One possible way to fix this is to say “Well, this is really just one condition. A single expression. Let’s just inline everything and return it:

function isExistingTextFile($filename) {
    return ! is_empty($filename) && strlen($filename) > 5 && pathinfo($filename, PATHINFO_EXTENSION) === 'txt' && file_exists($filename);
}

And on the face of it this is much nicer. But for me, this is the other extreme. It’s still actually kinda hard to read. I think that a good, well-named intermediate variable can actually help break down a multi-part expression like this.

function isExistingTextFile($filename) {
	$isValidFilename = ! is_empty($filename) && strlen($filename) > 5;
	$isTxtFile = $isValidFilename && pathinfo($filename, PATHINFO_EXTENSION) === 'txt';
	return $isTxtFile && file_exists($filename);
}

I think this is a nice middle ground with the final return being a readable statement of what we want to check for. And working our way back up the expressions we can see how each is also readable. In my opinion at least.

Bonus: A quick primer on short-circuit evaluation!

Now… to that “hard to reason about” piece. Why is this code hard to reason about? It seems pretty simple?

Well if you’ve not heard of short-circuit evaluation, it’s worth finding out about.

Boolean expressions can be made more efficient using short-circuit evaluation. When this happens, the computer runs the minimum number of checks required to complete the evaluation of the expression.

There’s some words in there. Maybe that means nothing to you. So let’s look at an example.

$result = complexFunction1() && complexFunction2();

Because we’re using &&, we don’t always have to call both functions.
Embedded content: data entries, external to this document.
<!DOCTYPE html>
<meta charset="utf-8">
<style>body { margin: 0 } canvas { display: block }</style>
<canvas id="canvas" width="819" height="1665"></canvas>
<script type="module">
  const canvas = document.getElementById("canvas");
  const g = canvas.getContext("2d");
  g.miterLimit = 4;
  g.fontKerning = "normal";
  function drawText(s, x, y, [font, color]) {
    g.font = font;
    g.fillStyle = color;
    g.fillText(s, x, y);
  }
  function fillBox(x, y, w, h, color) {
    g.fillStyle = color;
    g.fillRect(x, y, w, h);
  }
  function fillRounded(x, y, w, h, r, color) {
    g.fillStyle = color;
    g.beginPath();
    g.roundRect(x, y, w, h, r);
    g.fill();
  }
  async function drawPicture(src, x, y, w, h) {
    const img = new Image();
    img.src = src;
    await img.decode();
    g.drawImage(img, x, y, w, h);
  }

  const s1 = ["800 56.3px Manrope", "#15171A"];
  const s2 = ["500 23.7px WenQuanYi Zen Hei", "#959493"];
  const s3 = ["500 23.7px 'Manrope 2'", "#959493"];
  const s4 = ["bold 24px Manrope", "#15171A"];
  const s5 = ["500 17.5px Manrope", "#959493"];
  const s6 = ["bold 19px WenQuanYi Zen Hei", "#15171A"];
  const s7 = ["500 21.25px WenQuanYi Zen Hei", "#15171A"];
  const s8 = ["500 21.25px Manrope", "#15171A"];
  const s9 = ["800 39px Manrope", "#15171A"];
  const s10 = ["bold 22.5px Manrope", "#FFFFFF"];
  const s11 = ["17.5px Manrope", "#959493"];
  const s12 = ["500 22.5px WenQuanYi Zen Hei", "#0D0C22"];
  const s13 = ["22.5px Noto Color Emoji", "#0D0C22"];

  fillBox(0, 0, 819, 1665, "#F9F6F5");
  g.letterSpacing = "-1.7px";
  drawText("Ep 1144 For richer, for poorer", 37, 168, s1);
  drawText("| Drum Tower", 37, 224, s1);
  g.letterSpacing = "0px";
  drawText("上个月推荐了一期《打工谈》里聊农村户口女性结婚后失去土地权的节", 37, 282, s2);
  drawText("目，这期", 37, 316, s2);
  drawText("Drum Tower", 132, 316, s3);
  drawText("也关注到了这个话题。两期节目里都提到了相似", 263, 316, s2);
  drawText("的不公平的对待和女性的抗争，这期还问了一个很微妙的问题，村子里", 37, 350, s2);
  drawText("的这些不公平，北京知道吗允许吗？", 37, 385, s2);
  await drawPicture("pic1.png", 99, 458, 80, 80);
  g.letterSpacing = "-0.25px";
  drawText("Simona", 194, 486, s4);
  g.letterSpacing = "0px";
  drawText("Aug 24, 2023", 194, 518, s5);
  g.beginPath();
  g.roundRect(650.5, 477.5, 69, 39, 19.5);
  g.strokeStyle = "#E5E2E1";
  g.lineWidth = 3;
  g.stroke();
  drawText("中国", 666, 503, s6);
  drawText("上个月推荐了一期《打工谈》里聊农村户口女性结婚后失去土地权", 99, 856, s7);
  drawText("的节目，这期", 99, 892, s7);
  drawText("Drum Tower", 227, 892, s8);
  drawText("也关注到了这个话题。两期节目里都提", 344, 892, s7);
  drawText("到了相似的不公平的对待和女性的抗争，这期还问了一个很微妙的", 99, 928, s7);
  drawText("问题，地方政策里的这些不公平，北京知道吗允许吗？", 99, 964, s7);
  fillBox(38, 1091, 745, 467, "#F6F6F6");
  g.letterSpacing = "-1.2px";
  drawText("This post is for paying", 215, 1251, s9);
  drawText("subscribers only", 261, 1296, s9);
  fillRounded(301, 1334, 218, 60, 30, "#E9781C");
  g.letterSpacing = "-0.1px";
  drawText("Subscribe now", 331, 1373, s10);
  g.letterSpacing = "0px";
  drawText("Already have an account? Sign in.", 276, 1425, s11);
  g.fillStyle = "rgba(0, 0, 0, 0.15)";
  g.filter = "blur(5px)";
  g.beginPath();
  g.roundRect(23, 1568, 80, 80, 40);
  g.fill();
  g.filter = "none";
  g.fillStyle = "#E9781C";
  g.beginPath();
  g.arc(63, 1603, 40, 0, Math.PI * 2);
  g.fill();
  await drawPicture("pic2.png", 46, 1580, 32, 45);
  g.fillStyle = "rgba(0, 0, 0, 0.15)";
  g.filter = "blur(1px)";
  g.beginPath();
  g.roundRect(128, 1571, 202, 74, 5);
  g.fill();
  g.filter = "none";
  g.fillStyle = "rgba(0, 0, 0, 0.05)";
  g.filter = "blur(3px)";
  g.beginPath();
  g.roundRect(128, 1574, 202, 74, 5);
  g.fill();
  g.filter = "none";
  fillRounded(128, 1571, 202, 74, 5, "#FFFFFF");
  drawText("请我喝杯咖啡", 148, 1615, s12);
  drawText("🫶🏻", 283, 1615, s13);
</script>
If the result of the first function is false then the whole thing is false. So complexFunction2() doesn’t need to be called to get the result. And in many programming languages, including PHP and JavaScript, it is not called.

Wait? What?! You might be thinking.

Yeah, this can be pretty powerful and we need to be careful with it.

Imagine that these two complex function calls involve slow operations, say, database queries or API requests. It could be much quicker to only call the first function.

Consider this case:

$result = createPost() && publishPost();

In this case short-circuit evaluation helps us because if createPost() fails then publishPost() will also fail. But short-circuit evaluation means we don’t call publishPost(), which could save us time.

Now what if we extracted variables here?

$isPostCreated = createPost();
$isPostPublished = publishPost();
$result = $isPostCreated && $isPostPublished;

This is slightly contrived, and probably not what you would do. But if we did do this then publishPost() is ALWAYS called on the second line, even if createPost()fails and returns false.

Note that short-circuit evaluation also works for || conditions, but backwards:

$result = complexFunction1() || complexFunction2();

Here if complexFunction1() is true then the whole expression will always be true and we don’t need to call complexFunction2() to determine that, and so it’s not called.

So there might be a benefit to our fully-inlined version:

function isExistingTextFile($filename) {
    return ! is_empty($filename) && strlen($filename) > 5 && pathinfo($filename, PATHINFO_EXTENSION) === 'txt' && file_exists($filename);
}

because if we fail any step, the subsequent steps are not executed at all.

I shall leave it up to the reader to look at the example code at the top of this post and try to figure out what is called and when. Did the code work differently as we inlined and then un-inlined the parts of the expression?